** Supplied material follows **

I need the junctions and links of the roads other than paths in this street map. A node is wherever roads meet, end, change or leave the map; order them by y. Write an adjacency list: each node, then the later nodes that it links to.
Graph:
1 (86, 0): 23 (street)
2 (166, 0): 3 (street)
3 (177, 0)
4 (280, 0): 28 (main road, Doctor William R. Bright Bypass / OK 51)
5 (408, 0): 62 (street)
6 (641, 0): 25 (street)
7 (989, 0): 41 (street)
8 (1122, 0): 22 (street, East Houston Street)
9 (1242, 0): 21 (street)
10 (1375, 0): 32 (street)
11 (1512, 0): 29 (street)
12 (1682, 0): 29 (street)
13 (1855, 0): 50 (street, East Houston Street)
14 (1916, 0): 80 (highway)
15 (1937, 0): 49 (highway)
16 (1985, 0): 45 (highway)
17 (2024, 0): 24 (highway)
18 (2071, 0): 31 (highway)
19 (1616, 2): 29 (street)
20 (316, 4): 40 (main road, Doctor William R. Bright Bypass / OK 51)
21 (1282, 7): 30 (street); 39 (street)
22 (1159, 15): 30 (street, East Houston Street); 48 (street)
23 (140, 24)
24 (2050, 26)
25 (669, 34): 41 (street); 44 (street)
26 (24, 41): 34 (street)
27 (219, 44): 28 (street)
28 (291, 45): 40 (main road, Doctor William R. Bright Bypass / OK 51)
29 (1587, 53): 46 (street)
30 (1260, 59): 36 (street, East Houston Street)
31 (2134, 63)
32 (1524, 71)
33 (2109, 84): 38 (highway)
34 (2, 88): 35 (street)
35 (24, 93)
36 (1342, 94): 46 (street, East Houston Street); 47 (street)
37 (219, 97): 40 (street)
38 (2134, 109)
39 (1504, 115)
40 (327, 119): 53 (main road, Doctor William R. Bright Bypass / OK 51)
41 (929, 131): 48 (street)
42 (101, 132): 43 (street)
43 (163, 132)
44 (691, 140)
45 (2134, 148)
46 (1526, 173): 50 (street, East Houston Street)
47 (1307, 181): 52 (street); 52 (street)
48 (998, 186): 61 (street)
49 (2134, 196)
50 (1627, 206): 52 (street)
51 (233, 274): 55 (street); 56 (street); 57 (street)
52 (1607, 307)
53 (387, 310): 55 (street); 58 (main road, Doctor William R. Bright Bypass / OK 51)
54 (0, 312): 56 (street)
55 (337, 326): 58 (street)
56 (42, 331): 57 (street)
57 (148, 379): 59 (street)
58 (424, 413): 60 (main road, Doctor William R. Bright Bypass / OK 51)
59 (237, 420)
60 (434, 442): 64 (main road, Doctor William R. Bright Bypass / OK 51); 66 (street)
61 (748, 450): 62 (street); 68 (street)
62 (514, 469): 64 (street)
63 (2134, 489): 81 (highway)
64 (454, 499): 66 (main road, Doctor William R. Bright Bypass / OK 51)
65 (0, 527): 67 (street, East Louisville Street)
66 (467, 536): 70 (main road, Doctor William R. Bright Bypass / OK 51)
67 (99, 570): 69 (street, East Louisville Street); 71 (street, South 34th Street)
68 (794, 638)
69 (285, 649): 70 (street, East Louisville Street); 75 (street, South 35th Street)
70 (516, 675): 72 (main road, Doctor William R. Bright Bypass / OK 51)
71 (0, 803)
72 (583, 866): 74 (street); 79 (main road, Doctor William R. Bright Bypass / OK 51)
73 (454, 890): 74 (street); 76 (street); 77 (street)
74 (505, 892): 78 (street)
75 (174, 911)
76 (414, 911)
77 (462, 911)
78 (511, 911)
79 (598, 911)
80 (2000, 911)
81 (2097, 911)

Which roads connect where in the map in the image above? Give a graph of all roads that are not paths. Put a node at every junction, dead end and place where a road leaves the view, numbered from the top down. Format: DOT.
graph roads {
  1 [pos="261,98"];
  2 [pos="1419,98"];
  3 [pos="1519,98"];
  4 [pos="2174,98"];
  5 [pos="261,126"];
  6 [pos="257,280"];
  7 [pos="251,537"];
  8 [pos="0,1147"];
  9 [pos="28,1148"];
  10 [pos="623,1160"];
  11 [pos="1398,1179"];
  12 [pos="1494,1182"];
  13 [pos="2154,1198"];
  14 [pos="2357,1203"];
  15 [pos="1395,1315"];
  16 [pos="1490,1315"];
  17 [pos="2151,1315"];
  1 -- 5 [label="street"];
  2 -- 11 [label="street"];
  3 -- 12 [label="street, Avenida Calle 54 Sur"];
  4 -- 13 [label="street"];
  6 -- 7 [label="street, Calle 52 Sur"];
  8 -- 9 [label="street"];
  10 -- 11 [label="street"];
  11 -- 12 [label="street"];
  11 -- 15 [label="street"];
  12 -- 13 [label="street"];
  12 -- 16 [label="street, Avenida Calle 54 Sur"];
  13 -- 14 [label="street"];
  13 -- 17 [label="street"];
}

** End of Supplied material **

▶ _Task brief_
Output the records in full, keeping them exactly as they are.

▶ _Answer to this task_
I need the junctions and links of the roads other than paths in this street map. A node is wherever roads meet, end, change or leave the map; order them by y. Write an adjacency list: each node, then the later nodes that it links to.
Graph:
1 (86, 0): 23 (street)
2 (166, 0): 3 (street)
3 (177, 0)
4 (280, 0): 28 (main road, Doctor William R. Bright Bypass / OK 51)
5 (408, 0): 62 (street)
6 (641, 0): 25 (street)
7 (989, 0): 41 (street)
8 (1122, 0): 22 (street, East Houston Street)
9 (1242, 0): 21 (street)
10 (1375, 0): 32 (street)
11 (1512, 0): 29 (street)
12 (1682, 0): 29 (street)
13 (1855, 0): 50 (street, East Houston Street)
14 (1916, 0): 80 (highway)
15 (1937, 0): 49 (highway)
16 (1985, 0): 45 (highway)
17 (2024, 0): 24 (highway)
18 (2071, 0): 31 (highway)
19 (1616, 2): 29 (street)
20 (316, 4): 40 (main road, Doctor William R. Bright Bypass / OK 51)
21 (1282, 7): 30 (street); 39 (street)
22 (1159, 15): 30 (street, East Houston Street); 48 (street)
23 (140, 24)
24 (2050, 26)
25 (669, 34): 41 (street); 44 (street)
26 (24, 41): 34 (street)
27 (219, 44): 28 (street)
28 (291, 45): 40 (main road, Doctor William R. Bright Bypass / OK 51)
29 (1587, 53): 46 (street)
30 (1260, 59): 36 (street, East Houston Street)
31 (2134, 63)
32 (1524, 71)
33 (2109, 84): 38 (highway)
34 (2, 88): 35 (street)
35 (24, 93)
36 (1342, 94): 46 (street, East Houston Street); 47 (street)
37 (219, 97): 40 (street)
38 (2134, 109)
39 (1504, 115)
40 (327, 119): 53 (main road, Doctor William R. Bright Bypass / OK 51)
41 (929, 131): 48 (street)
42 (101, 132): 43 (street)
43 (163, 132)
44 (691, 140)
45 (2134, 148)
46 (1526, 173): 50 (street, East Houston Street)
47 (1307, 181): 52 (street); 52 (street)
48 (998, 186): 61 (street)
49 (2134, 196)
50 (1627, 206): 52 (street)
51 (233, 274): 55 (street); 56 (street); 57 (street)
52 (1607, 307)
53 (387, 310): 55 (street); 58 (main road, Doctor William R. Bright Bypass / OK 51)
54 (0, 312): 56 (street)
55 (337, 326): 58 (street)
56 (42, 331): 57 (street)
57 (148, 379): 59 (street)
58 (424, 413): 60 (main road, Doctor William R. Bright Bypass / OK 51)
59 (237, 420)
60 (434, 442): 64 (main road, Doctor William R. Bright Bypass / OK 51); 66 (street)
61 (748, 450): 62 (street); 68 (street)
62 (514, 469): 64 (street)
63 (2134, 489): 81 (highway)
64 (454, 499): 66 (main road, Doctor William R. Bright Bypass / OK 51)
65 (0, 527): 67 (street, East Louisville Street)
66 (467, 536): 70 (main road, Doctor William R. Bright Bypass / OK 51)
67 (99, 570): 69 (street, East Louisville Street); 71 (street, South 34th Street)
68 (794, 638)
69 (285, 649): 70 (street, East Louisville Street); 75 (street, South 35th Street)
70 (516, 675): 72 (main road, Doctor William R. Bright Bypass / OK 51)
71 (0, 803)
72 (583, 866): 74 (street); 79 (main road, Doctor William R. Bright Bypass / OK 51)
73 (454, 890): 74 (street); 76 (street); 77 (street)
74 (505, 892): 78 (street)
75 (174, 911)
76 (414, 911)
77 (462, 911)
78 (511, 911)
79 (598, 911)
80 (2000, 911)
81 (2097, 911)

Which roads connect where in the map in the image above? Give a graph of all roads that are not paths. Put a node at every junction, dead end and place where a road leaves the view, numbered from the top down. Format: DOT.
graph roads {
  1 [pos="261,98"];
  2 [pos="1419,98"];
  3 [pos="1519,98"];
  4 [pos="2174,98"];
  5 [pos="261,126"];
  6 [pos="257,280"];
  7 [pos="251,537"];
  8 [pos="0,1147"];
  9 [pos="28,1148"];
  10 [pos="623,1160"];
  11 [pos="1398,1179"];
  12 [pos="1494,1182"];
  13 [pos="2154,1198"];
  14 [pos="2357,1203"];
  15 [pos="1395,1315"];
  16 [pos="1490,1315"];
  17 [pos="2151,1315"];
  1 -- 5 [label="street"];
  2 -- 11 [label="street"];
  3 -- 12 [label="street, Avenida Calle 54 Sur"];
  4 -- 13 [label="street"];
  6 -- 7 [label="street, Calle 52 Sur"];
  8 -- 9 [label="street"];
  10 -- 11 [label="street"];
  11 -- 12 [label="street"];
  11 -- 15 [label="street"];
  12 -- 13 [label="street"];
  12 -- 16 [label="street, Avenida Calle 54 Sur"];
  13 -- 14 [label="street"];
  13 -- 17 [label="street"];
}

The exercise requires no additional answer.